Identity guru and noted open source advocate Chris Messina breaks it down in a post on his Factory City blog, where he lays out his ideas for making OpenID “both easier and sexier” for the general web audience.
Consider OpenID in the shadow of Facebook Connect, its far more successful competitor based on Facebook’s proprietary platform. Forget that Facebook is much more widely known than OpenID — the real problem is that Facebook Connect is attached to an actual thing you can log in to, a website you can visit, a company you’ve heard of.
OpenID, on the other hand, is more nebulous. Your identity… on the web… portable… everywhere… what?
Everyone knows what Facebook is, so add “Connect” to the familiar Facebook logo and most people can work out what’s probably going to happen — the site you’re using is going to connect to your Facebook account, and some information about you and your friends will be shared between the two.
OpenID lacks the brand recognition of Facebook, not just because of Facebook’s fame, but because Facebook is a website and OpenID is an abstraction.
Messina suggests adding “Connect” to OpenID so that it mirrors Facebook Connect, Twitter Connect and other sign-in systems might help. And Messina’s rebranding — the snazzy black button above — is certainly a step up from OpenID’s current logo and branding.
As for the “connect” aspect, Messina gives a layman’s definition of OpenID as “a technology that lets you use an account that you already have to sign up, sign in, and bring your profile, contacts, data, and activities with you to any compatible site on the web.”
In order to do that, however, Messina is proposing more than just a name change. He’s suggesting that OpenID be repackaged as a profile of the OAuth WRAP protocol. The idea is that OAuth WRAP could handle the actual connections between the websites sharing data and OpenID would then offer a standardized way to pass along profile data, relationships, access controls, and activities (what you’ve “liked,” “loved,” “favorited,” etc.).
So, how would that simplify OpenID for new users? For one, it would help solve the “NASCAR problem” — current implementations of OpenID often display a half-dozen or so sign-in options, and the effect is similar to the garish mish-mash of ads covering NASCAR vehicles. It’s visually and psychologically confounding.

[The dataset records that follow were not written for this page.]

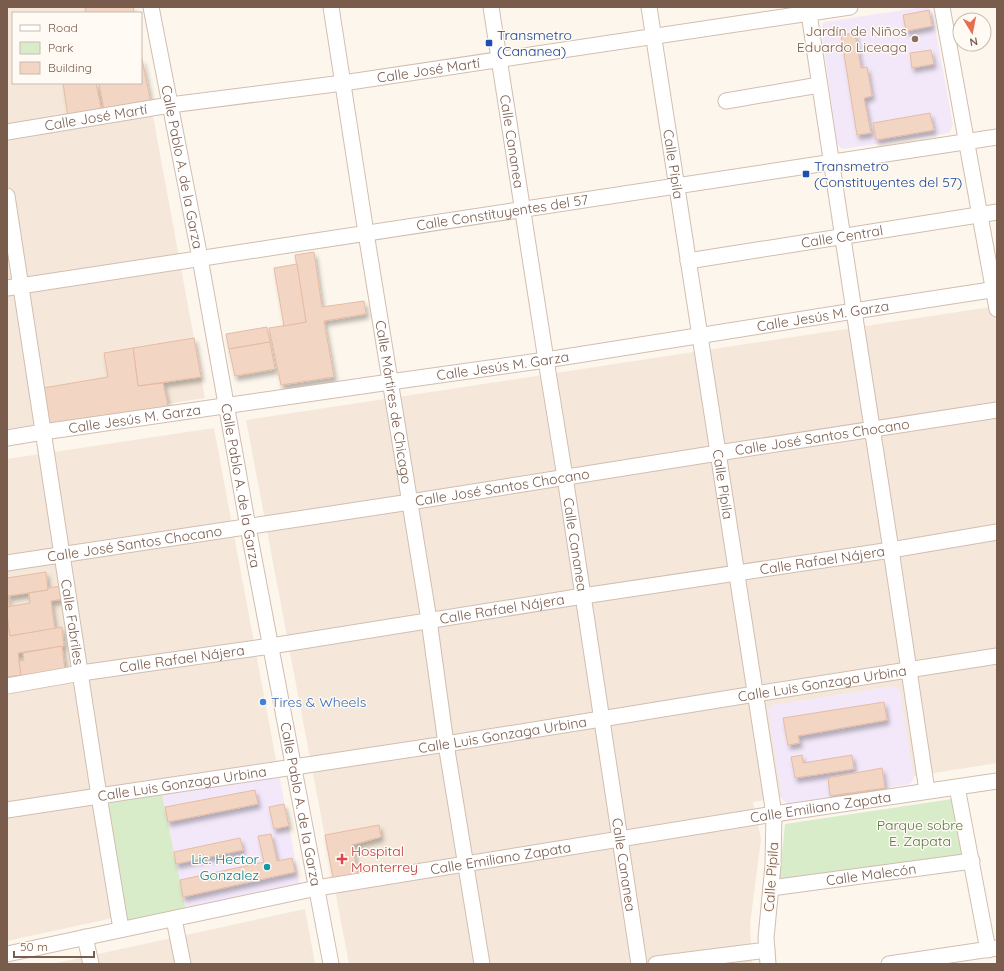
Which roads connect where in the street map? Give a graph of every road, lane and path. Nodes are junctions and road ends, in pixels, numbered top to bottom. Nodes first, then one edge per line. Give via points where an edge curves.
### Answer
1 (151, 7) edge
2 (331, 7) edge
3 (491, 7) edge
4 (649, 7) edge
5 (850, 7) edge
6 (942, 7) edge
7 (808, 10) edge
8 (653, 37) junction
9 (499, 59) junction
10 (343, 83) junction
11 (819, 85) junction
12 (726, 101) dead end
13 (170, 105) junction
14 (7, 132) edge
15 (997, 138) edge
16 (966, 142) junction
17 (831, 162) junction
18 (676, 186) junction
19 (7, 196) edge
20 (523, 209) junction
21 (997, 212) edge
22 (980, 215) junction
23 (366, 233) junction
24 (842, 236) junction
25 (200, 258) junction
26 (688, 261) junction
27 (14, 287) edge
28 (995, 289) edge
29 (997, 309) edge
30 (854, 311) junction
31 (699, 336) junction
32 (546, 360) junction
33 (390, 382) junction
34 (226, 406) junction
35 (997, 410) edge
36 (872, 429) junction
37 (44, 432) junction
38 (7, 438) edge
39 (718, 453) junction
40 (565, 477) junction
41 (410, 502) junction
42 (248, 527) junction
43 (997, 532) edge
44 (891, 550) junction
45 (61, 554) junction
46 (7, 563) edge
47 (736, 573) junction
48 (583, 596) junction
49 (429, 620) junction
50 (271, 646) junction
51 (997, 656) edge
52 (909, 671) junction
53 (81, 673) junction
54 (7, 686) edge
55 (755, 694) junction
56 (601, 719) junction
57 (446, 744) junction
58 (294, 767) junction
59 (997, 781) edge
60 (957, 787) junction
61 (927, 791) junction
62 (99, 796) junction
63 (7, 810) edge
64 (774, 814) junction
65 (620, 840) junction
66 (972, 861) junction
67 (466, 864) junction
68 (317, 888) junction
69 (771, 888) junction
70 (174, 918) junction
71 (121, 929) junction
72 (85, 937) junction
73 (993, 949) edge
74 (7, 954) edge
75 (767, 957) edge
76 (91, 964) edge
77 (183, 964) edge
78 (331, 964) edge
79 (482, 964) edge
80 (639, 964) edge
81 (656, 964) edge
82 (889, 964) edge

1 - 13 street, Calle Pablo A. de la Garza
2 - 10 street, Calle Mártires de Chicago
3 - 9 street, Calle Cananea
4 - 8 street, Calle Pípila
5 - 7 street, Calle José Martí
6 - 16 street
7 - 8 street, Calle José Martí
7 - 11 street
8 - 9 street, Calle José Martí
8 - 18 street, Calle Pípila
9 - 10 street, Calle José Martí
9 - 20 street, Calle Cananea
10 - 13 street, Calle José Martí
10 - 23 street, Calle Mártires de Chicago
11 - 12 street
11 - 17 street
13 - 14 street, Calle José Martí
13 - 25 street, Calle Pablo A. de la Garza
15 - 16 street, Calle Constituyentes del 57
16 - 17 street, Calle Constituyentes del 57
16 - 22 street
17 - 18 street, Calle Constituyentes del 57
17 - 24 street
18 - 20 street, Calle Constituyentes del 57
18 - 26 street, Calle Pípila
19 - 27 street, Calle Fabriles
20 - 23 street, Calle Constituyentes del 57
20 - 32 street, Calle Cananea
21 - 22 street, Calle Central
22 - 24 street, Calle Central
22 - 28 street
23 - 25 street, Calle Constituyentes del 57
23 - 33 street, Calle Mártires de Chicago
24 - 26 street, Calle Central
24 - 30 street
25 - 27 street, Calle Constituyentes del 57
25 - 34 street, Calle Pablo A. de la Garza
26 - 31 street, Calle Pípila
27 - 37 street, Calle Fabriles
28 - 29 street
28 - 30 street, Calle Jesús M. Garza
30 - 31 street, Calle Jesús M. Garza
30 - 36 street
31 - 32 street, Calle Jesús M. Garza
31 - 39 street, Calle Pípila
32 - 33 street, Calle Jesús M. Garza
32 - 40 street, Calle Cananea
33 - 34 street, Calle Jesús M. Garza
33 - 41 street, Calle Mártires de Chicago
34 - 37 street, Calle Jesús M. Garza
34 - 42 street, Calle Pablo A. de la Garza
35 - 36 street, Calle José Santos Chocano
36 - 39 street, Calle José Santos Chocano
36 - 44 street
37 - 38 street, Calle Jesús M. Garza
37 - 45 street, Calle Fabriles
39 - 40 street, Calle José Santos Chocano
39 - 47 street, Calle Pípila
40 - 41 street, Calle José Santos Chocano
40 - 48 street, Calle Cananea
41 - 42 street, Calle José Santos Chocano
41 - 49 street, Calle Mártires de Chicago
42 - 45 street, Calle José Santos Chocano
42 - 50 street, Calle Pablo A. de la Garza
43 - 44 street, Calle Rafael Nájera
44 - 47 street, Calle Rafael Nájera
44 - 52 street
45 - 46 street, Calle José Santos Chocano
45 - 53 street, Calle Fabriles
47 - 48 street, Calle Rafael Nájera
47 - 55 street, Calle Pípila
48 - 49 street, Calle Rafael Nájera
48 - 56 street, Calle Cananea
49 - 50 street, Calle Rafael Nájera
49 - 57 street, Calle Mártires de Chicago
50 - 53 street, Calle Rafael Nájera
50 - 58 street, Calle Pablo A. de la Garza
51 - 52 street, Calle Luis Gonzaga Urbina
52 - 55 street, Calle Luis Gonzaga Urbina
52 - 61 street
53 - 54 street, Calle Rafael Nájera
53 - 62 street, Calle Fabriles
55 - 56 street, Calle Luis Gonzaga Urbina
55 - 64 street, Calle Pípila
56 - 57 street, Calle Luis Gonzaga Urbina
56 - 65 street, Calle Cananea
57 - 58 street, Calle Luis Gonzaga Urbina
57 - 67 street, Calle Mártires de Chicago
58 - 62 street, Calle Luis Gonzaga Urbina
58 - 68 street, Calle Pablo A. de la Garza
59 - 60 street, Calle Emiliano Zapata
60 - 61 street, Calle Emiliano Zapata
60 - 66 street
61 - 64 street, Calle Emiliano Zapata
62 - 63 street, Calle Luis Gonzaga Urbina
62 - 71 street, Calle Fabriles
64 - 65 street, Calle Emiliano Zapata
64 - 69 street, Calle Pípila
65 - 67 street, Calle Emiliano Zapata
65 - 80 street, Calle Cananea
66 - 69 street, Calle Malecón
66 - 73 street
67 - 68 street, Calle Emiliano Zapata
67 - 79 street, Calle Mártires de Chicago
68 - 70 street, Calle Emiliano Zapata
68 - 78 street, Calle Pablo A. de la Garza
69 - 75 street, Calle Pípila via 766,938
70 - 71 street, Calle Emiliano Zapata
70 - 77 street
71 - 72 street, Calle Emiliano Zapata
72 - 74 street, Calle Emiliano Zapata
72 - 76 street
73 - 82 street
75 - 81 street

Messina’s design would mean that, instead of an assortment of rainbow-colored logos from Yahoo, Google, Microsoft and other OpenID providers, there would simply be the singular black button above. He admits that after you click the shiny black button, the NASCAR problem might still be there on the next step — at least for now — though he does promise some additional screenshot mockups and suggests that “the browser could handle this at an earlier stage.”